(Human pose images with coordinates)
[Start of section]

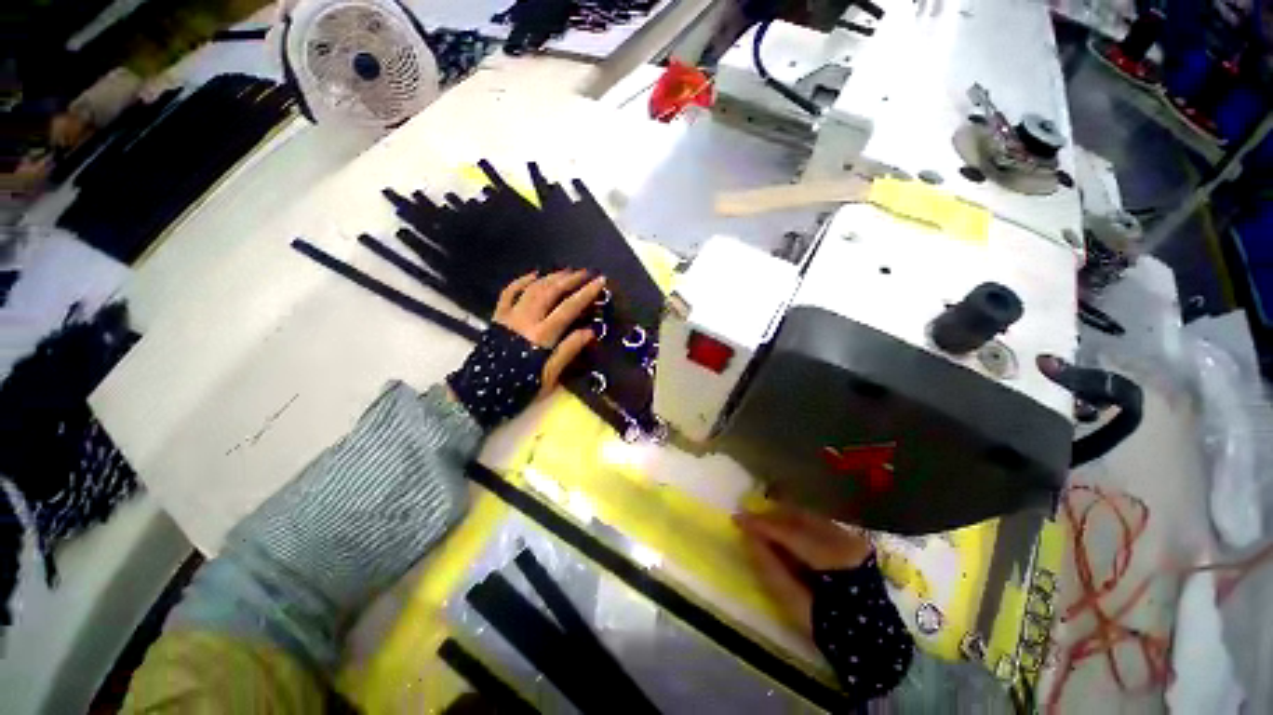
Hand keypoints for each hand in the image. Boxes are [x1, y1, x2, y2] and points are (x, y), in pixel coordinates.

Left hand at [494, 269, 604, 396]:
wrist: (480, 394)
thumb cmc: (519, 389)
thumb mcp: (549, 376)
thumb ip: (568, 351)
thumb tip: (590, 331)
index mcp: (542, 336)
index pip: (568, 308)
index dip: (586, 293)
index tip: (600, 281)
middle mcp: (526, 320)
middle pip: (551, 292)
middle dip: (570, 280)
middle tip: (586, 272)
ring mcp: (510, 316)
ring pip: (533, 288)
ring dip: (551, 277)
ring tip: (567, 271)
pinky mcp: (498, 317)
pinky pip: (509, 293)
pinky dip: (522, 281)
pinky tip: (534, 274)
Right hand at [735, 506, 872, 635]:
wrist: (877, 646)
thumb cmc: (834, 631)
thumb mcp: (796, 605)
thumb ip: (770, 568)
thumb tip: (748, 537)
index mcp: (834, 558)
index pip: (790, 532)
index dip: (761, 524)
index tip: (736, 519)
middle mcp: (845, 539)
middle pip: (799, 517)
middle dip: (770, 516)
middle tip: (747, 520)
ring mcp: (851, 537)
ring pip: (807, 516)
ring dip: (782, 518)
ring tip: (761, 525)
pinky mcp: (852, 540)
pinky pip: (816, 523)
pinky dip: (796, 523)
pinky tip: (783, 531)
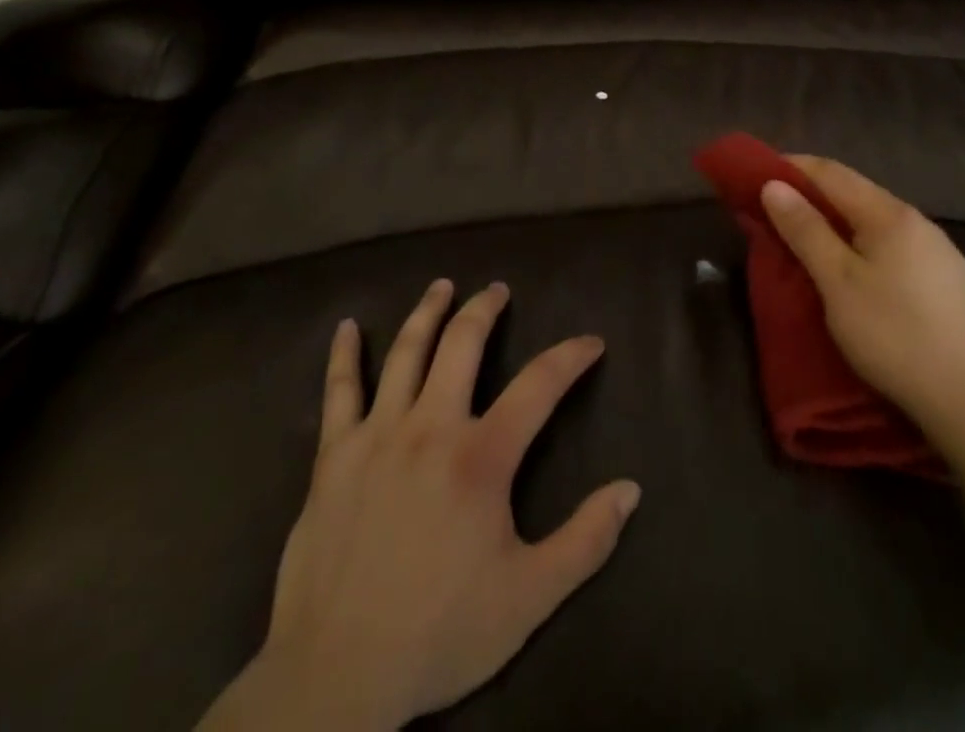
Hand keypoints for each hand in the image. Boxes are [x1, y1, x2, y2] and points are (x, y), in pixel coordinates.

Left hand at [199, 280, 640, 731]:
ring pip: (406, 353)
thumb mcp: (529, 598)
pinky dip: (344, 355)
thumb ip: (585, 540)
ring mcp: (377, 436)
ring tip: (444, 286)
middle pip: (463, 345)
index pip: (539, 385)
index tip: (591, 343)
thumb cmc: (439, 634)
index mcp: (480, 457)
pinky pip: (339, 392)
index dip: (571, 357)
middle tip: (499, 289)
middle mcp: (430, 428)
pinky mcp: (333, 457)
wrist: (335, 679)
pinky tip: (347, 326)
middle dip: (485, 310)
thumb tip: (631, 488)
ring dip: (428, 312)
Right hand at [760, 157, 964, 433]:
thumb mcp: (837, 282)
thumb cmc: (890, 334)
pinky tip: (863, 267)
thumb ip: (805, 230)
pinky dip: (868, 242)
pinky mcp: (951, 279)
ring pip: (879, 220)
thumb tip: (774, 185)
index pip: (833, 173)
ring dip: (843, 219)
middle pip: (858, 193)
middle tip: (780, 209)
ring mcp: (941, 250)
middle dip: (817, 194)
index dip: (795, 167)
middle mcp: (919, 221)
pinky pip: (898, 245)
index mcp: (890, 214)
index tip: (761, 173)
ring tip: (815, 237)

[End of section]

▶ [What is being asked]: The result should be an exact repetition of all the records. Drop the pictures.

▶ [Answer below]:
Hand keypoints for each hand in the image. Boxes are [x1, y1, x2, y2] and points are (x, y), in pixel coordinates.

Left hand at [494, 269, 604, 396]:
wrist: (480, 394)
thumb cmc: (519, 389)
thumb mcp: (549, 376)
thumb ip: (568, 351)
thumb tip: (590, 331)
index mcp: (542, 336)
index pip: (568, 308)
index dip: (586, 293)
index tip: (600, 281)
middle mcp: (526, 320)
middle pip: (551, 292)
middle dip: (570, 280)
middle tip: (586, 272)
ring mcp: (510, 316)
ring pip: (533, 288)
ring dip: (551, 277)
ring tip: (567, 271)
pinky mcp: (498, 317)
pinky pip: (509, 293)
pinky dip: (522, 281)
pinky tip: (534, 274)
Right hand at [735, 506, 872, 635]:
wrist: (877, 646)
thumb cmc: (834, 631)
thumb mcp: (796, 605)
thumb ip: (770, 568)
thumb tip: (748, 537)
index mcp: (834, 558)
index pip: (790, 532)
index dip: (761, 524)
index tip: (736, 519)
middle mcp: (845, 539)
middle pip: (799, 517)
middle dip: (770, 516)
middle tip: (747, 520)
ring mcp: (851, 537)
ring pip: (807, 516)
ring dip: (782, 518)
ring tip: (761, 525)
pinky mcp: (852, 540)
pinky pip: (816, 523)
pinky dip: (796, 523)
pinky tip: (783, 531)
Hand keypoints for each hand in the image. Boxes are [x1, y1, x2, y2] and points are (x, y), in pixel coordinates.

Left hand at [199, 280, 640, 731]:
ring pip: (406, 353)
thumb mcp: (529, 598)
pinky dip: (344, 355)
thumb ip: (585, 540)
ring mcp: (377, 436)
ring tip: (444, 286)
middle pip: (463, 345)
index pip: (539, 385)
index tip: (591, 343)
thumb cmc: (439, 634)
index mcp: (480, 457)
pinky pip: (339, 392)
index dip: (571, 357)
middle tip: (499, 289)
middle mcp: (430, 428)
pinky mcp: (333, 457)
wrist: (335, 679)
pinky tip: (347, 326)
middle dip: (485, 310)
thumb tip: (631, 488)
ring dip: (428, 312)
Right hand at [760, 157, 964, 433]:
thumb mcp: (837, 282)
thumb cmc: (890, 334)
pinky tip: (863, 267)
thumb ip: (805, 230)
pinky dip: (868, 242)
pinky mcp: (951, 279)
ring pip: (879, 220)
thumb tip: (774, 185)
index pip: (833, 173)
ring dip: (843, 219)
middle pip: (858, 193)
middle tip: (780, 209)
ring mcp: (941, 250)
middle dip: (817, 194)
index dip: (795, 167)
middle mcp: (919, 221)
pinky pip: (898, 245)
index mcp: (890, 214)
index tip: (761, 173)
ring tip: (815, 237)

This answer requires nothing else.